| ENTRIES SUPPLIED |
::::

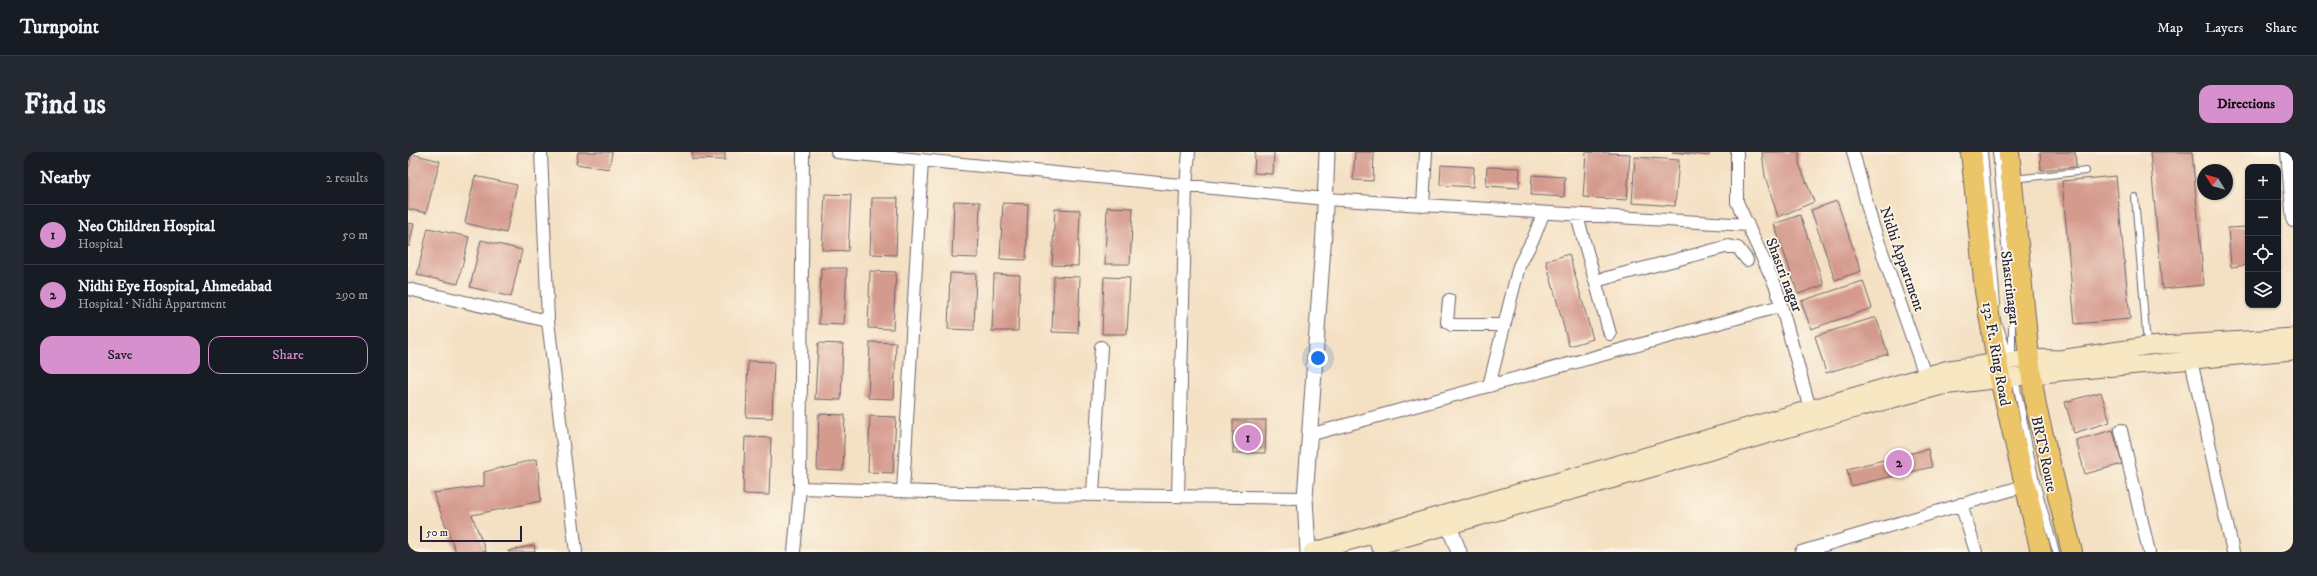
<!DOCTYPE html>
<meta charset="utf-8">
<style>
body{margin:0;font-family:"IM FELL DW Pica",serif;background:#242831;color:#f1f3f6}
.controls{position:absolute;right:12px;top:12px;display:grid;overflow:hidden;border-radius:8px;box-shadow:0 1px 3px #0004}
.controls button{width:36px;height:36px;display:grid;place-items:center;padding:0;border:0;border-bottom:1px solid #363941;background:#171b24;color:#f1f3f6;font:20px sans-serif}
.compass{position:absolute;left:1789px;top:12px;width:36px;height:36px;border-radius:50%;background:#171b24;box-shadow:0 1px 3px #0004;rotate:307deg}
.scale{position:absolute;left:12px;bottom:10px;width:102px;box-sizing:border-box;padding-left:4px;border:2px solid #22223b;border-top:0;font-size:11px;line-height:14px;white-space:nowrap;color:#22223b;-webkit-text-stroke:3px #fcf5e5;paint-order:stroke}
.you{position:absolute;left:910px;top:206px;width:14px;height:14px;margin:-10px;border:3px solid #fff;border-radius:50%;background:#1a73e8;box-shadow:0 0 0 6px #1a73e833}
.badge{display:grid;place-items:center;width:26px;height:26px;border-radius:50%;background:#d690ce;color:#111;font-size:13px;font-weight:700}
.pin{position:absolute;translate:-50% -50%;border:2px solid #fff;box-shadow:0 1px 4px #0006}
.list{margin:0;padding:0;list-style:none}
h2{display:flex;justify-content:space-between;align-items:center;height:52px;margin:0;padding:0 16px;font-size:17px}
h2 small{font-size:13px;font-weight:400;color:#9ea1a6}
.list li{display:grid;grid-template-columns:26px 1fr auto;gap:12px;align-items:center;box-sizing:border-box;height:60px;padding:0 16px;border-top:1px solid #363941}
.list b{display:block;font-size:15px;white-space:nowrap}
.list p{margin:0;font-size:13px;white-space:nowrap;color:#9ea1a6}
.list em{font-size:13px;font-style:normal;color:#9ea1a6}
.actions{display:flex;gap:8px;padding:12px 16px}
.actions a{flex:1;padding:9px 0;border:1px solid #d690ce;border-radius:12px;text-align:center;font-size:14px;color:#d690ce}
.actions .main{background:#d690ce;color:#111}
.icon{flex:none;width:22px;height:22px;fill:none;stroke:currentColor;stroke-width:2;stroke-linecap:round;stroke-linejoin:round}
.map{position:relative;flex:none;width:1885px;height:400px;overflow:hidden;border-radius:12px}
header{display:flex;align-items:center;gap:24px;box-sizing:border-box;height:56px;padding:0 20px;background:#171b24;border-bottom:1px solid #363941}
header strong{font-size:19px}
nav{display:flex;gap:22px;margin-inline-start:auto;font-size:14px}
.intro{display:flex;align-items:center;justify-content:space-between;box-sizing:border-box;height:96px;padding:0 24px}
h1{margin:0;font-size:28px}
.button{padding:10px 18px;border-radius:12px;background:#d690ce;color:#111;font-size:14px;font-weight:700}
main{display:flex;gap:24px;padding:0 24px}
aside{flex:1;background:#171b24;border-radius:12px;box-shadow:0 1px 3px #0004}
.map>svg:first-child{display:block}
.building{fill:#d49a8d}
.lines{fill:none;stroke-linecap:round;stroke-linejoin:round}
.service-casing{stroke:#6c646b;stroke-width:8}
.minor-casing{stroke:#6c646b;stroke-width:14}
.tertiary-casing{stroke:#6c646b;stroke-width:17}
.secondary-casing{stroke:#6c646b;stroke-width:19}
.primary-casing{stroke:#6c646b;stroke-width:22}
.service{stroke:#fff;stroke-width:6}
.minor{stroke:#fff;stroke-width:12}
.tertiary{stroke:#fff;stroke-width:15}
.secondary{stroke:#f7e8c3;stroke-width:17}
.primary{stroke:#ecc569;stroke-width:20}
.labels{text-anchor:middle;dominant-baseline:central;stroke-width:3.5;stroke-linejoin:round;paint-order:stroke}
.street-label{font-size:15px;fill:#22223b;stroke:#fcf5e5}
</style>
<header>
<strong>Turnpoint</strong>
<nav><a>Map</a><a>Layers</a><a>Share</a></nav>
</header>
<div class="intro"><h1>Find us</h1><a class="button">Directions</a></div>
<main>
<aside>
<h2>Nearby<small>2 results</small></h2>
<ul class="list">
<li><span class="badge">1</span><div><b>Neo Children Hospital</b><p>Hospital</p></div><em>50 m</em></li>
<li><span class="badge">2</span><div><b>Nidhi Eye Hospital, Ahmedabad</b><p>Hospital · Nidhi Appartment</p></div><em>290 m</em></li>
</ul>
<div class="actions"><a class="main">Save</a><a>Share</a></div>
</aside>
<div class="map">
<svg width="1885" height="400" viewBox="0 0 1885 400">
<rect width="100%" height="100%" fill="#fcf5e5"/>
<filter id="ink" filterUnits="userSpaceOnUse"><feTurbulence type="fractalNoise" baseFrequency=".025" numOctaves="2"/><feDisplacementMap in="SourceGraphic" scale="8" xChannelSelector="R" yChannelSelector="G"/><feConvolveMatrix kernelMatrix="1 2 1 2 8 2 1 2 1" color-interpolation-filters="sRGB"/></filter>
<filter id="wash" filterUnits="userSpaceOnUse"><feTurbulence type="fractalNoise" baseFrequency=".012" numOctaves="4" result="noise"/><feDisplacementMap in="SourceGraphic" scale="16" xChannelSelector="R" yChannelSelector="G"/><feGaussianBlur stdDeviation="0.9" result="paint"/><feColorMatrix in="noise" values="0 0 0 0 0 0 0 0 0 0 0 0 0 0 0 0 0 1.4 0 .05"/><feComposite in="paint" operator="in"/></filter>
<g filter="url(#wash)">
<rect width="100%" height="100%" fill="#f4e0c3"/>
<g id="blocks">
<path class="building" d="M170,0h34l-3,17 -33,-5z
M284,0h33v8l-33,-1z
M847,0h19l-1,22 -19,-1z
M947,0h19l-1,29 -20,-1z
M1178,0l44,2 -3,46 -44,-3z
M1264,0h38l-1,4z
M1354,0h37v11l15,39 -36,15 -13,-41z
M1632,0h35l1,15 -35,3z
M1742,0h42l12,133 -42,4z
M4,2l28,7 -14,52 -18,-4v-38z
M1227,5l44,3 -4,46 -43,-3z
M1033,13l33,2 -1,20 -33,-2z
M1079,15l33,1 -1,20 -33,-2z
M1124,23l33,2 -1,20 -33,-2z
M67,24l42,9 -11,48 -41,-10z
M1708,24l14,143 -55,5 -13,-143z
M417,42l26,1 -3,56 -26,-1z
M464,46h26l-2,57 -26,-1z
M546,49l26,1 -2,56 -26,-1z
M1429,49l24,70 -26,9 -24,-70z
M595,51l25,1 -2,56 -26,-1z
M699,55l26,1 -3,56h-25z
M647,57l25,1 -2,56 -26,-1z
M1392,63l24,70 -26,9 -24,-70z
M0,71l6,1 -5,23 -1,-1z
M1840,75v38l-17,2 -3,-39z
M20,76l41,9 -11,47 -41,-9z
M73,88l41,10 -11,47 -41,-10z
M1161,102l24,85 -24,7 -23,-85z
M413,116h26l-3,57 -25,-1z
M462,119l26,1 -3,57 -25,-1z
M542,121l26,1 -2,56 -26,-1z
M586,122l26,1 -2,56h-26z
M646,124l26,1 -2,56 -26,-1z
M696,125l26,1 -3,56h-25z
M1455,129l9,27 -61,21 -10,-28z
M1468,165l12,37 -62,19 -11,-37z
M462,190l26,1 -2,56 -26,-1z
M410,191l25,1 -2,56 -26,-1z
M340,209l26,1 -2,56 -26,-1z
M1693,240l9,30 -36,11 -9,-31z
M411,262l26,1 -2,56 -26,-1z
M462,264l26,1 -3,56 -25,-1z
M825,268h33l-1,33h-32z
M1705,278l9,34 -37,10 -9,-34z
M337,285l26,1 -2,57 -26,-1z
M1520,297l4,18 -81,19 -4,-17z
M129,307l4,42 -69,14 14,37h-30l-23,-59 51,-7v-14z
M126,393l1,7h-27v-1z"/>
</g>
</g>
<g filter="url(#ink)">
<use href="#blocks" fill-opacity="0" stroke="#6c646b" stroke-width="1"/>
<g class="lines">
<defs>
<path id="service" d="M1576,0l13,152
M1588,0l16,166v37
M1605,27l73,-8
M1727,45l12,148
M1592,175l11,33
M1607,226l21,104 20,70"/>
<path id="minor" d="M133,0l7,169 28,231
M429,0l489,47 422,26
M1329,0v50l39,85 34,122
M1445,0l19,71 53,152
M1879,0l6,69
M1015,54l3,-54
M1169,64l33,118
M1187,129l134,-35 9,2 9,12
M0,137l140,32
M1041,148l-2,22 5,3h52
M1783,208l42,192
M1081,234l30,-120 15,-29 9,-23
M1713,278l28,122
M901,283l472,-129
M392,336l161,5 344,5
M495,339l19,-331
M685,343l8,-148
M770,344l8,-310 3,-34
M1553,352l15,48
M386,400l6,-64 3,-336
M1393,400l223,-66"/>
<path id="tertiary" d="M1037,364l14,36
M900,400l-3,-54 19,-266 3,-80"/>
<path id="secondary" d="M971,393l256,-72 227,-66 80,-21 118,-14 233,-21
M904,400l637,-183 80,-11 31,1 87,-13 146,-9"/>
<path id="primary" d="M1563,0l14,139 15,88 41,173
M1601,0l20,206 7,49 36,145"/>
</defs>
<use href="#service" class="service-casing"/>
<use href="#minor" class="minor-casing"/>
<use href="#tertiary" class="tertiary-casing"/>
<use href="#secondary" class="secondary-casing"/>
<use href="#primary" class="primary-casing"/>
<use href="#service" class="service"/>
<use href="#minor" class="minor"/>
<use href="#tertiary" class="tertiary"/>
<use href="#secondary" class="secondary"/>
<use href="#primary" class="primary"/>
</g>
</g>
<g class="labels">
<g class="street-label">
<text transform="translate(1494 107) rotate(71)">Nidhi Appartment</text>
<text transform="translate(1376 123) rotate(69)">Shastri nagar</text>
<text transform="translate(1602 136) rotate(83)">Shastrinagar</text>
<text transform="translate(1588 202) rotate(80)">132 Ft. Ring Road</text>
<text transform="translate(1636 302) rotate(78)">BRTS Route</text>
</g>
</g>
</svg>
<div class="controls">
<button>+</button>
<button>−</button>
<button><svg class="icon" aria-label="locate" viewBox="0 0 24 24"><circle cx="12" cy="12" r="6"/><path d="M12 2v4M12 18v4M2 12h4M18 12h4"/></svg></button>
<button><svg class="icon" aria-label="layers" viewBox="0 0 24 24"><path d="M12 4l9 5-9 5-9-5zM3 14l9 5 9-5"/></svg></button>
</div>
<svg class="compass" viewBox="-18 -18 36 36"><path d="M0-13l5 13h-10z" fill="#e53935"/><path d="M0 13l5-13h-10z" fill="#9ea1a6"/></svg>
<div class="scale">50 m</div>
<div class="you"></div>
<div class="pin badge" style="left:840px;top:286px">1</div>
<div class="pin badge" style="left:1491px;top:311px">2</div>
</div>
</main>
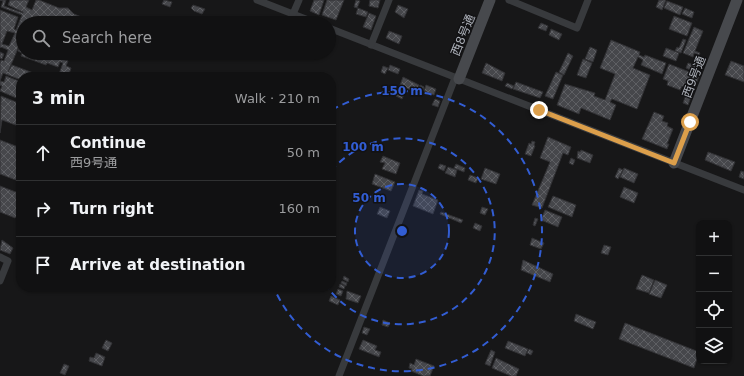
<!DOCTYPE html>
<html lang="en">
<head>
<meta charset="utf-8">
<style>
  body { margin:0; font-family:"DejaVu Sans","Noto Sans JP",sans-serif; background:#1a1a1b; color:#f1f3f6 }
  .controls { position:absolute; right:12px; bottom:12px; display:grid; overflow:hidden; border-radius:8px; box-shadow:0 1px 3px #0004 }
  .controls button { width:36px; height:36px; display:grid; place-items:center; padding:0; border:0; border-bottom:1px solid #303132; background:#111112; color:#f1f3f6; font:20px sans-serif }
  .stop { position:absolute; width:12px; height:12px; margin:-9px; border:3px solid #dc9f4b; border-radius:50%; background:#fff }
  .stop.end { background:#dc9f4b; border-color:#fff; box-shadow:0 1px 4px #0008 }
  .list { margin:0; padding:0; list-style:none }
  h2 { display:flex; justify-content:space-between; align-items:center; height:52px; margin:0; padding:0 16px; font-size:17px }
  h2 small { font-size:13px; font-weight:400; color:#9c9d9f }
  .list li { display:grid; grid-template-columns:26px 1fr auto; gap:12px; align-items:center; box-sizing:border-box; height:56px; padding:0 16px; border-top:1px solid #303132 }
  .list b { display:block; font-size:15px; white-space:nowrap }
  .list p { margin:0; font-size:13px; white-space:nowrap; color:#9c9d9f }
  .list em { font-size:13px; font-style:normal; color:#9c9d9f }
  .icon { flex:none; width:22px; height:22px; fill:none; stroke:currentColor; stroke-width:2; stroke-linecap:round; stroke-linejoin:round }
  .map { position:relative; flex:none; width:744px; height:376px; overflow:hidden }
  .search { position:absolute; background:#111112; box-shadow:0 1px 3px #0004; left:16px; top:16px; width:320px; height:44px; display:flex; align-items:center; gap:10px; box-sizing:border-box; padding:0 14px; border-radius:22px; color:#9c9d9f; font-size:15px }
  .panel { position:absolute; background:#111112; box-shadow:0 1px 3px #0004; left:16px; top:72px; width:320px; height:220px; border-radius:16px }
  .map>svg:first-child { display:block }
</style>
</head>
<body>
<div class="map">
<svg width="744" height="376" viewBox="0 0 744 376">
  <defs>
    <pattern id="building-cross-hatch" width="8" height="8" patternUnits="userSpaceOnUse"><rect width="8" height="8" fill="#46474b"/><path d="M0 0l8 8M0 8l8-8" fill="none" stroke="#5e5f63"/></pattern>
  </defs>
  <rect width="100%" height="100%" fill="#171718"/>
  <g fill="url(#building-cross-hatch)" stroke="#313134" fill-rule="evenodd">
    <path d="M0,0H6L4,6L23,13V12L8,5L10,0H29L26,7L32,10L36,0H39L59,8H68L74,14L96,23H23V34L20,42L23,38V53H63L61,59L68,61L66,66L71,68L68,77H58L63,63L60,62L58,67L47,63L46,65L21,56L22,53L18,51L19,46L8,72L12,65L44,77H21V80L3,73L0,81L4,82L6,76L21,82V100L0,91L2,86L0,85V64L1,60L4,61L8,50L1,47L0,48V10L18,17L14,29L16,30L22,15L1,7L3,1ZM7,31L15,33L9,46L2,44Z"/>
    <polygon points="164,0 172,2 170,7 162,4"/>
    <polygon points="314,0 324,0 319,15 310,11"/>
    <polygon points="327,0 344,0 336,20 322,15"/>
    <polygon points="356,0 360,1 357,8 354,7"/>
    <polygon points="370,0 380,0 378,8 369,6"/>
    <polygon points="659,0 666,0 662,10 656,7"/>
    <polygon points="667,1 683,7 680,15 664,8"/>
    <polygon points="193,5 205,9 202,14 194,11 191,8"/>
    <polygon points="398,5 408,9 404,18 395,12"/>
    <polygon points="358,8 368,12 366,17 356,14"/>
    <polygon points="685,8 694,12 692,18 682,14"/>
    <polygon points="369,13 376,16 371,30 363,27"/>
    <polygon points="674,16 692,23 687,36 669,29"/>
    <polygon points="541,23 548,26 546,31 538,28"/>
    <polygon points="694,27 703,31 695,51 700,53 699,55 694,53 693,57 683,53"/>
    <polygon points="551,29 562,34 559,40 549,35"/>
    <polygon points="389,31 402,36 399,44 386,38"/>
    <polygon points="683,39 686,40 681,53 675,51 677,47 679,48"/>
    <polygon points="611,40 640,52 639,55 644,57 645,55 666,63 662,74 641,65 643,60 638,57 633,68 650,75 637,109 612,99 610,102 616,105 610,120 581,108 579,114 557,105 565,84 595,93 594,96 605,100 615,74 600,68"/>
    <polygon points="590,47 597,50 593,62 585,59"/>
    <polygon points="666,48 679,53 676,61 663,56"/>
    <polygon points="0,52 4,54 2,59 0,58"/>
    <polygon points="568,53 573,56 564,75 559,72"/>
    <polygon points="583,59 592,63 586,78 577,75"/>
    <polygon points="731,61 744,66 744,82 725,75"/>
    <polygon points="486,63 505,73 502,81 482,73"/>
    <polygon points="688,63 698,66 697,73 686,68"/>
    <polygon points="669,64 692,73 686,88 682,86 680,90 667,85 668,81 663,79"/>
    <polygon points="390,65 400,69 398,74 388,70"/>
    <polygon points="383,66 388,68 385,74 381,72"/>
    <polygon points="556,72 563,75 553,99 545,96"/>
    <polygon points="694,74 699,76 688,105 683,103"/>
    <polygon points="403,77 419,85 416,92 404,87 403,89 399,88"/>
    <polygon points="516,82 543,92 540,98 513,89"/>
    <polygon points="507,83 514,86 512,89 505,86"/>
    <polygon points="420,85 424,87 422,93 418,92"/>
    <polygon points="426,85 436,89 434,95 424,91"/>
    <polygon points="398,91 404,94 402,99 396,96"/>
    <polygon points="384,92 390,94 389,96 383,94"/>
    <polygon points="1,96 21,104 21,127 2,120 0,133"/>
    <polygon points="435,99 440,101 438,107 432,105"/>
    <polygon points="654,112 664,116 662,121 668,123 667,126 673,129 667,144 669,144 667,149 642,139"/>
    <polygon points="548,137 571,147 568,155 563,153 542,208 532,205 550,162 540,158"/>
    <polygon points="0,140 21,148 21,182 0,174"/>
    <polygon points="532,141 535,142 534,145 535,146 531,156 525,154 529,143 531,144"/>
    <polygon points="581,150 593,155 590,163 577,158 578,151 580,152"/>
    <polygon points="708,152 735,162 731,171 705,160"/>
    <polygon points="383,156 400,163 396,174 382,169 385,163 380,162"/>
    <polygon points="571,158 575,160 573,165 569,163"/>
    <polygon points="440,164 446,166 444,171 438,168"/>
    <polygon points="456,164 465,168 464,172 454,168"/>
    <polygon points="448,167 457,170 455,177 445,173"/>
    <polygon points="485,168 500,174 496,184 481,179"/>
    <polygon points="619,168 623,170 618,179 615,177"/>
    <polygon points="624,168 638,174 634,183 620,177"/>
    <polygon points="741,171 744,172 744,179 739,177"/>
    <polygon points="375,174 395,182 391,191 372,184"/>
    <polygon points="470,175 478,178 476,183 468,180"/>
    <polygon points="0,186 21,194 21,210 15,218 0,212"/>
    <polygon points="624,187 638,193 634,203 620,197"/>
    <polygon points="419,190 423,191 422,194 438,200 433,214 413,206"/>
    <polygon points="553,196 576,205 572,217 548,207"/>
    <polygon points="380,207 390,211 387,218 377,214"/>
    <polygon points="482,207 488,209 485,215 480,213"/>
    <polygon points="545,210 562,217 558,227 541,220"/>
    <polygon points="441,212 463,220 461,223 440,214"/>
    <polygon points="535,218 538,219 535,226 533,225"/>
    <polygon points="475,223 482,226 480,231 473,228"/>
    <polygon points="532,238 544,243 541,249 530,245"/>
    <polygon points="2,240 13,248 10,254 0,250"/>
    <polygon points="604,245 611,247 608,255 601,253"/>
    <polygon points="523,260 553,274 550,282 521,270"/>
    <polygon points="642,275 654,280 649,293 636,289"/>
    <polygon points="344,276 349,279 348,282 343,279"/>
    <polygon points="655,280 667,285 661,298 649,294"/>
    <polygon points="342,281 347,283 346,286 341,283"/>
    <polygon points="340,284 345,286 344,289 339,287"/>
    <polygon points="338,289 343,291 341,296 336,294"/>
    <polygon points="347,291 361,296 358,303 346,299"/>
    <polygon points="331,296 340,300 338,305 329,301"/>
    <polygon points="576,314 596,322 593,329 574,321"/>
    <polygon points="383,320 390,323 388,327 382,325"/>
    <polygon points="625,323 699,352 694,368 619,339"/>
    <polygon points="364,327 370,329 367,335 362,333"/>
    <polygon points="106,340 112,343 108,351 102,348"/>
    <polygon points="363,340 377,346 375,350 381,352 379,357 359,349"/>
    <polygon points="508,341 528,349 525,356 505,348"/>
    <polygon points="529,349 533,351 531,355 527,353"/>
    <polygon points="491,350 495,352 490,366 485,364"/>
    <polygon points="96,353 105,357 102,366 89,361 90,357 94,358"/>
    <polygon points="496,358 519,369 516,376 511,376 492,368"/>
    <polygon points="416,359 434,366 430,376 423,376 411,371 412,369 409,368 410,363 414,365"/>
    <polygon points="64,364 69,366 65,375 60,373"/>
  </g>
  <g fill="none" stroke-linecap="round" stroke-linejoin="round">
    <g stroke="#383a3d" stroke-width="7">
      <polyline points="257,0 316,23"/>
      <polyline points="509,0 577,28 588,0"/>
      <polyline points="293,14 299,0"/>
      <polyline points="329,28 744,190"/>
      <polyline points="371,45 389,0"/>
      <polyline points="0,257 8,261 0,281"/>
      <polyline points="339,376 455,78"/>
    </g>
    <g stroke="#47494d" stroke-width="11">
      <polyline points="459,79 490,0"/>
      <polyline points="674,163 737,0"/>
    </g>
  </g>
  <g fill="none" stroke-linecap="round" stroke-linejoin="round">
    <polyline stroke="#dc9f4b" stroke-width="5" points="539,110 674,163 690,122"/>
  </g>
  <circle cx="402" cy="231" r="47" fill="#325dd3" fill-opacity=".12"/>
  <g fill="none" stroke="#325dd3" stroke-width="2" stroke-dasharray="7 5">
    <circle cx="402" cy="231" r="47"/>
    <path d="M331 171A93 93 0 1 1 328 288"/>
    <path d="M332 110A140 140 0 1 1 274 288"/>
  </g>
  <g text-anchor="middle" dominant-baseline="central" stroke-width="3" stroke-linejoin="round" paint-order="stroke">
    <g font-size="12" fill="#abafb7" stroke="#121214">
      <text transform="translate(463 35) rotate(-68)">西8号通</text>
      <text transform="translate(694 77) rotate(-69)">西9号通</text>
    </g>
  </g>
  <circle cx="402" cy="231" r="6" fill="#325dd3" stroke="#121214" stroke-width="2"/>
  <g font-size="12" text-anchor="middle" font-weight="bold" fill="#325dd3" stroke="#121214" stroke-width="3" stroke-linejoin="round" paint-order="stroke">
    <text x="402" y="95">150 m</text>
    <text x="363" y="151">100 m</text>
    <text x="369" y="202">50 m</text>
  </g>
</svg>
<div class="controls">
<button>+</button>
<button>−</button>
<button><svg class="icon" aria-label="locate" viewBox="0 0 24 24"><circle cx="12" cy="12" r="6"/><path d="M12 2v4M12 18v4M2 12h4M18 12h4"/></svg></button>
<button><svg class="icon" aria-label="layers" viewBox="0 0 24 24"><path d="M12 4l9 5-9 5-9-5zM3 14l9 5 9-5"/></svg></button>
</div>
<div class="stop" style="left:690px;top:122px"></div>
<div class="stop end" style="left:539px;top:110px"></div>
<div class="search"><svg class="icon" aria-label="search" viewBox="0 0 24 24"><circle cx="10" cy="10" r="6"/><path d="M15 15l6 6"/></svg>Search here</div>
<section class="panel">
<h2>3 min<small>Walk · 210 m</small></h2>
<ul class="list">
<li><svg class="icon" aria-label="ahead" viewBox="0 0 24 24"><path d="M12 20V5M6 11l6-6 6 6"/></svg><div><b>Continue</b><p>西9号通</p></div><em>50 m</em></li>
<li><svg class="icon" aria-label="right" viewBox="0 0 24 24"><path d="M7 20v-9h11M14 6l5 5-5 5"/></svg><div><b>Turn right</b></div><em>160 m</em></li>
<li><svg class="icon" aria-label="arrive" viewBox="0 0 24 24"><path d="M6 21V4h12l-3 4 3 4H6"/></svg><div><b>Arrive at destination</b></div></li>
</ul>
</section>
</div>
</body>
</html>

::::

| ABOUT THIS TASK |
Would you print exactly and only the lines of the material above that run from the line with "position:absolute; right:12px; bottom:12px;" through the line with "margin:0; padding:0; list-style:none", both included?

| SOLUTION BELOW |
  .controls { position:absolute; right:12px; bottom:12px; display:grid; overflow:hidden; border-radius:8px; box-shadow:0 1px 3px #0004 }
  .controls button { width:36px; height:36px; display:grid; place-items:center; padding:0; border:0; border-bottom:1px solid #303132; background:#111112; color:#f1f3f6; font:20px sans-serif }
  .stop { position:absolute; width:12px; height:12px; margin:-9px; border:3px solid #dc9f4b; border-radius:50%; background:#fff }
  .stop.end { background:#dc9f4b; border-color:#fff; box-shadow:0 1px 4px #0008 }
  .list { margin:0; padding:0; list-style:none }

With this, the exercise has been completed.